Fifteen-year-old Kenny's story falls more or less into three parts, centering on three separate relationships. The first is with jeering, bad-acting, old buddy Phil, who resents Kenny's application to high school football and tees him off by playing jokes on the new, retarded neighbor, Harold. The second is with Harold himself, whom Kenny begins to help at playing catch and such, along with Harold's nice older brother. And the third is with Rachel, who becomes devoted to Harold because of her own retarded little sister, now dead--and devoted to Kenny as a boyfriend partly (Kenny suspects) because he's so nice with Harold. Kenny, enamored of Rachel, goes along with her Harold Improvement Project, but comes to resent her devotion to the cause--and, later, to a whole school full of retards she insists on taking on. You can hardly blame him for their breakup and his easing away from Harold.
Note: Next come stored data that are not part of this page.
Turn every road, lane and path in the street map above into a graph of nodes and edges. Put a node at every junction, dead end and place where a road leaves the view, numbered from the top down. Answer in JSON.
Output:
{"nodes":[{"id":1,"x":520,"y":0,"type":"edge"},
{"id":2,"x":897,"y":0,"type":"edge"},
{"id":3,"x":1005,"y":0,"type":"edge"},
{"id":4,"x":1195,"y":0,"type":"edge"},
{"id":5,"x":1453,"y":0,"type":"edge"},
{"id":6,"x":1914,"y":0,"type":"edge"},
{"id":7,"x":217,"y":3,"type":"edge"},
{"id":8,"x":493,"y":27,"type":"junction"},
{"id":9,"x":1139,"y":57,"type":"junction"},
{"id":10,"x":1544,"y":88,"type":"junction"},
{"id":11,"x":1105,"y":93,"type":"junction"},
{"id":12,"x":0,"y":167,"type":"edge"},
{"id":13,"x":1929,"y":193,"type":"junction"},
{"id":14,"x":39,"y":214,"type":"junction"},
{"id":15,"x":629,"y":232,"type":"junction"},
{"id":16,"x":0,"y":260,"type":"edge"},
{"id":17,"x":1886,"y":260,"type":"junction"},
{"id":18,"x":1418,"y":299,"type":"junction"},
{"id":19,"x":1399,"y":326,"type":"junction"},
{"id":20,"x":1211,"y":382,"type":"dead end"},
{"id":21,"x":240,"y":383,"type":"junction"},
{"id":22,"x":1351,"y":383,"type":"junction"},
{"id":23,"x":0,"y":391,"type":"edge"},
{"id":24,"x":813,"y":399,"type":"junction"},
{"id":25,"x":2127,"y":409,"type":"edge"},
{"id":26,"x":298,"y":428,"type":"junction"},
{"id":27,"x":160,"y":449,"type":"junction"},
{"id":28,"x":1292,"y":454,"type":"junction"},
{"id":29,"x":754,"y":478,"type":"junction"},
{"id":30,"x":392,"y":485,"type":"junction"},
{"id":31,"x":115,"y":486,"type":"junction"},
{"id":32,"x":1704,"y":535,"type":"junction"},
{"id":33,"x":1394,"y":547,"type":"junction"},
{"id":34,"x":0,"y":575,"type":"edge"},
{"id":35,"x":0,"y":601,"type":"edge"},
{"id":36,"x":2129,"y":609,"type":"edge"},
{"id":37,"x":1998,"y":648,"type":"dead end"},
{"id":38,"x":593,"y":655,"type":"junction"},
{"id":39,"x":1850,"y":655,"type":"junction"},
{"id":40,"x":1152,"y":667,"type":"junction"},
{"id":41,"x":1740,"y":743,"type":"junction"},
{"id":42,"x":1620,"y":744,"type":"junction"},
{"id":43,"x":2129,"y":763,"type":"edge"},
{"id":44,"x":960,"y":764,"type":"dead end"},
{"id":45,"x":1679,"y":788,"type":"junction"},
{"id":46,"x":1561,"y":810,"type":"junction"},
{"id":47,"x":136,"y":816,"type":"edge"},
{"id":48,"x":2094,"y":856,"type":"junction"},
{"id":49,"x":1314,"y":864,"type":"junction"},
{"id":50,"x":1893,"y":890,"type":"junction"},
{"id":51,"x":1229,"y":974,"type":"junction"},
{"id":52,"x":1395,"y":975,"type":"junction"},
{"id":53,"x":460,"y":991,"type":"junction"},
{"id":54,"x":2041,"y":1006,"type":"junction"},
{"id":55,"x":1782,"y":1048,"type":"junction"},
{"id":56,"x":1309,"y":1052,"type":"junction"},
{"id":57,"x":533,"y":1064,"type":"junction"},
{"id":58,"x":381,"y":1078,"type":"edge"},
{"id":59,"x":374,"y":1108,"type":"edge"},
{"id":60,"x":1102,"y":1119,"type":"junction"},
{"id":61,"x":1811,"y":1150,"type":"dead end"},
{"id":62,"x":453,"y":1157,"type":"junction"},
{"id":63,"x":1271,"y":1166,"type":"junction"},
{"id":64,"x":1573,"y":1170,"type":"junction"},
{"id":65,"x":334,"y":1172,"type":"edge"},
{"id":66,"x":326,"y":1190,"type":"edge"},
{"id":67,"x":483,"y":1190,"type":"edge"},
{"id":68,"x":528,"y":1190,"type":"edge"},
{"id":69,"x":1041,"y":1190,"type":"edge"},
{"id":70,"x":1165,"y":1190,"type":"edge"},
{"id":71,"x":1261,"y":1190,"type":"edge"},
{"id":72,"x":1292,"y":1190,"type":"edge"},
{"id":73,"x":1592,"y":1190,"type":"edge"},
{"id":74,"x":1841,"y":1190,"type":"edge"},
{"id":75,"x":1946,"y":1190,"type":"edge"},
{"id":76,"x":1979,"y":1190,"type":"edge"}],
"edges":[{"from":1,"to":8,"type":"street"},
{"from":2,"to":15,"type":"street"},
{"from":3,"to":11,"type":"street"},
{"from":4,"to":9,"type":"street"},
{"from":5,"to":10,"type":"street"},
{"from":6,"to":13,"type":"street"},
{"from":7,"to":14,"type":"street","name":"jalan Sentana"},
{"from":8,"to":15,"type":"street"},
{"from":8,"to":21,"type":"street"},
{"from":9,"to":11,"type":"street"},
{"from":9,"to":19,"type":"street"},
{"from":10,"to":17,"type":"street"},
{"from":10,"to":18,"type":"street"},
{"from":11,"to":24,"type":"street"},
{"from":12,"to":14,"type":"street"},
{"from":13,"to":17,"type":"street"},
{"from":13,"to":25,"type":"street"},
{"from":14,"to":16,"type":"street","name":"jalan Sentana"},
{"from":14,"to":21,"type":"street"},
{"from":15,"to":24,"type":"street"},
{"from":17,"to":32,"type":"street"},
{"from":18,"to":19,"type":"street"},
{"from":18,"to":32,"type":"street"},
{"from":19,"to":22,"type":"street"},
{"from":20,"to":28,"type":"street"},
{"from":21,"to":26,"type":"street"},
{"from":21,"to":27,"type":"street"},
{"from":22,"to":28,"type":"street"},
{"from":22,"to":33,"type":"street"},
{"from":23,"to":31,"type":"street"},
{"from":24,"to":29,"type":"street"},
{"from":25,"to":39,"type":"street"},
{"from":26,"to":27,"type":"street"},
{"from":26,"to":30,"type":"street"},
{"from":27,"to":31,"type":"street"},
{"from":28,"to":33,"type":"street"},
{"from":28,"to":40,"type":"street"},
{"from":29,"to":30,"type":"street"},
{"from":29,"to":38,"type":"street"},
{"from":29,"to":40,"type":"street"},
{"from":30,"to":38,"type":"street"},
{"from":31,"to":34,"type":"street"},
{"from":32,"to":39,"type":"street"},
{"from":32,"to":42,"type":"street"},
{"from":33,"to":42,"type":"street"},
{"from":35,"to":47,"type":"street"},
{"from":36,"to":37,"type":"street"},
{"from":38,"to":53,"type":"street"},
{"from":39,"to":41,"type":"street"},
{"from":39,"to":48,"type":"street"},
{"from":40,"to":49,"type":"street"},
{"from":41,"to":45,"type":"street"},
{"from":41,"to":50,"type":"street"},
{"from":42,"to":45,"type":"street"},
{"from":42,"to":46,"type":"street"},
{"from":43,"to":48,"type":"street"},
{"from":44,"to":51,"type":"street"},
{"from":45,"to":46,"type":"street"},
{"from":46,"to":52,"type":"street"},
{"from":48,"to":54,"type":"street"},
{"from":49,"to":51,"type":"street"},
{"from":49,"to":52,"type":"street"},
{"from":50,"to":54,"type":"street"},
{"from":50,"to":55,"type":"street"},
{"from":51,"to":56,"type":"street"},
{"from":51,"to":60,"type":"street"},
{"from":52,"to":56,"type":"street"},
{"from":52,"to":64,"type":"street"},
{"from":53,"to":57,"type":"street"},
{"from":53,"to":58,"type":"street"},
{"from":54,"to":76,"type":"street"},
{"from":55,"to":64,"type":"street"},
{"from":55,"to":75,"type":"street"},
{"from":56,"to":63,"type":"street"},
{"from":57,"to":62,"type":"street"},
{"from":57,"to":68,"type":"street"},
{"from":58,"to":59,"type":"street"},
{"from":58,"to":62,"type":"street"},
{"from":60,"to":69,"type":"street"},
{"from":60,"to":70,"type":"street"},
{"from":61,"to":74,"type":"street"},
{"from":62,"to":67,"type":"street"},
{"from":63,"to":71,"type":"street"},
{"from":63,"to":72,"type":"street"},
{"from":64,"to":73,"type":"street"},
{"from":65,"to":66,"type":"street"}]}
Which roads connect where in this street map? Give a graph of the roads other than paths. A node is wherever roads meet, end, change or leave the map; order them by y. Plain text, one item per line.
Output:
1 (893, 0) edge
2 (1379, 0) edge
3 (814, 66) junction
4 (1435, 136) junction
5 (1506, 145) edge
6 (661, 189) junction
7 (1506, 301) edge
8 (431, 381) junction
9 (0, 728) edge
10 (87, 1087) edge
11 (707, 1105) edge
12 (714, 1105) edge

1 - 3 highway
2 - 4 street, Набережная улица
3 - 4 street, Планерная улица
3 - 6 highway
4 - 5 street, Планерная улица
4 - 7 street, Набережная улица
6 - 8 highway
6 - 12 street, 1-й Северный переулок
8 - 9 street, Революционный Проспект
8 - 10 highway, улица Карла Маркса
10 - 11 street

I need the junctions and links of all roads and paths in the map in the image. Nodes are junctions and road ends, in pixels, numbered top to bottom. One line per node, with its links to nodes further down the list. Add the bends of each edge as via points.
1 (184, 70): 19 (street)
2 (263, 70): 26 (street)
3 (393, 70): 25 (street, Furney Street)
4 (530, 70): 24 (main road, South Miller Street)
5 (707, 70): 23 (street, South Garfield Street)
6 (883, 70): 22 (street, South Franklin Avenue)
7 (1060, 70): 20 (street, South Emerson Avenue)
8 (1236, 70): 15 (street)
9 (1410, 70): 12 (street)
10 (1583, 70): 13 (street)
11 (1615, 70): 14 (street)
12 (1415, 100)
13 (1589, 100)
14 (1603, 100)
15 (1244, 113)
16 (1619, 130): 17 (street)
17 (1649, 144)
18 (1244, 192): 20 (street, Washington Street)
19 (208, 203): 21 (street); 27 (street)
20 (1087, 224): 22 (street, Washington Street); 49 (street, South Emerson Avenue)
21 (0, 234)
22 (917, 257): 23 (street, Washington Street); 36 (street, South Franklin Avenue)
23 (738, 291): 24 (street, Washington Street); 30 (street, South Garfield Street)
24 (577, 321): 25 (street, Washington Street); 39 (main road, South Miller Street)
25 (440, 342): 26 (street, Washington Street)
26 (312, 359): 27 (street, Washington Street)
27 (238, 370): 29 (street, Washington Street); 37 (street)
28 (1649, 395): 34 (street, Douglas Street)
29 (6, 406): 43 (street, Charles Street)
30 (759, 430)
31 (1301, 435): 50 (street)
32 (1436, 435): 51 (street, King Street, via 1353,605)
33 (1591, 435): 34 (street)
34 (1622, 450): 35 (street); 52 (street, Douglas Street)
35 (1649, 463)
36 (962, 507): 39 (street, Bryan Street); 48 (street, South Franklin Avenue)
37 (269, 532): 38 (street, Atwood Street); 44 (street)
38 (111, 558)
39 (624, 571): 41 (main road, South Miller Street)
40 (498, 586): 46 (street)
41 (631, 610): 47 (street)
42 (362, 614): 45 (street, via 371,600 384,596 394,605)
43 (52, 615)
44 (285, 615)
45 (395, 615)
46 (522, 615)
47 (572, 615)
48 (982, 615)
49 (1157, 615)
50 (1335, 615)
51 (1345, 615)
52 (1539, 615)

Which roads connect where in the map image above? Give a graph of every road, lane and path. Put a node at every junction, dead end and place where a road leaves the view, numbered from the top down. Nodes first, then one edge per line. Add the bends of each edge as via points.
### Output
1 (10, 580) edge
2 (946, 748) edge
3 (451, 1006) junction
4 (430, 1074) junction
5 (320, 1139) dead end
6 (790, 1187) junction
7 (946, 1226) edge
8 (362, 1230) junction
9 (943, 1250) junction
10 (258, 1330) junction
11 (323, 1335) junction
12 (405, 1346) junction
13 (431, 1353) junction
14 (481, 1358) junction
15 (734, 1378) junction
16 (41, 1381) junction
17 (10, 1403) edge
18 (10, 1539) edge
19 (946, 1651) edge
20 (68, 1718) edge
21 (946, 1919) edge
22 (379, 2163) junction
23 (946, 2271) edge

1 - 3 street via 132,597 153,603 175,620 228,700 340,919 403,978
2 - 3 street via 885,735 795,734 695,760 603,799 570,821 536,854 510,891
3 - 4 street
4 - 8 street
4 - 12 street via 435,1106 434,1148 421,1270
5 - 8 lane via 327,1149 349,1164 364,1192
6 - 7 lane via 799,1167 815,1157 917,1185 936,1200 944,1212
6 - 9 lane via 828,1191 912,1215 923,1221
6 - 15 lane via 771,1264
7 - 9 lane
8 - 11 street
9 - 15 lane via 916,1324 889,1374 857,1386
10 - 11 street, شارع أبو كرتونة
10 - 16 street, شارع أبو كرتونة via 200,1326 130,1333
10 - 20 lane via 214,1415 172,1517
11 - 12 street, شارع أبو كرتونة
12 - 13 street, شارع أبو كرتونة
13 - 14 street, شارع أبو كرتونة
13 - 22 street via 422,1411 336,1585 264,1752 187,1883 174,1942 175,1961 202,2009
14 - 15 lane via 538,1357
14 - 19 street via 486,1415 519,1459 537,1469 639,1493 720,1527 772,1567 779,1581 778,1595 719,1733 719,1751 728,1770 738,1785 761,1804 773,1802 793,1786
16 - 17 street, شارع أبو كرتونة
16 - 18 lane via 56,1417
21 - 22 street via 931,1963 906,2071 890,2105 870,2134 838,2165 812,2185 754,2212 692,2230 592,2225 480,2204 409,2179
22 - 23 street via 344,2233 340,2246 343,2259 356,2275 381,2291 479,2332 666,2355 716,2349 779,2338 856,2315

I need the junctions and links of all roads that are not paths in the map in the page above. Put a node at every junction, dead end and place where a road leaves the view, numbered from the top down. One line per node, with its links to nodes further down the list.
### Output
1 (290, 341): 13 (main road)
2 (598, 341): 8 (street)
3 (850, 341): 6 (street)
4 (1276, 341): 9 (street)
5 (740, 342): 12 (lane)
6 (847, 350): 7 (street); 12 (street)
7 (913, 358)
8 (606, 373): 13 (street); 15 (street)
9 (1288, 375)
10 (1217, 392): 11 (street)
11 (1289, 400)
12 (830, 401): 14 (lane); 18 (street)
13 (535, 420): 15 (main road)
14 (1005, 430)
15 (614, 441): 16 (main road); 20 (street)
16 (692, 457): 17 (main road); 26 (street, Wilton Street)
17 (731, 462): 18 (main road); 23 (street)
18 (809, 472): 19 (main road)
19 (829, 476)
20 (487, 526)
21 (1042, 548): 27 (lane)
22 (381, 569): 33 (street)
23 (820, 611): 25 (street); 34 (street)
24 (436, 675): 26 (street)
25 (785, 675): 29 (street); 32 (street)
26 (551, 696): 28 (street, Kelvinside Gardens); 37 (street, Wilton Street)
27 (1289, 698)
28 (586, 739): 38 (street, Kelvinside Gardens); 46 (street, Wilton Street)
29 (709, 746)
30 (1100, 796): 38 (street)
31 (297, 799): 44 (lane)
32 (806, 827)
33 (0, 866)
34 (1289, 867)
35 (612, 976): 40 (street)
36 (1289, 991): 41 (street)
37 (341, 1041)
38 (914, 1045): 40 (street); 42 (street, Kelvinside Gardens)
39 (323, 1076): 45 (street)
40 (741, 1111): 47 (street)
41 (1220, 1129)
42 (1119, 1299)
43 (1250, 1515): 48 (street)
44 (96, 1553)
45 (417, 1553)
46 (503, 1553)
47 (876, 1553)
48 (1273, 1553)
Then all three strands come together when Kenny, high from smoking with Phil, runs into Rachel and Harold in a park and bombards them both with a string of insults ending with ""retarded shitface."" In outline, this is like an older, somewhat fuller version of Phyllis Greene's Walkie-Talkie (p. 436, J-108), where hyperactive Richie similarly blows a good friendship with a spastic boy and his groovy babysitter. The extremity of normal Kenny's reaction is a little harder to credit, unless you accept that the pot would do it. Overall, though, this is believable enough, and broadly sympathetic--just a little short on pith, and so diffuse in impact.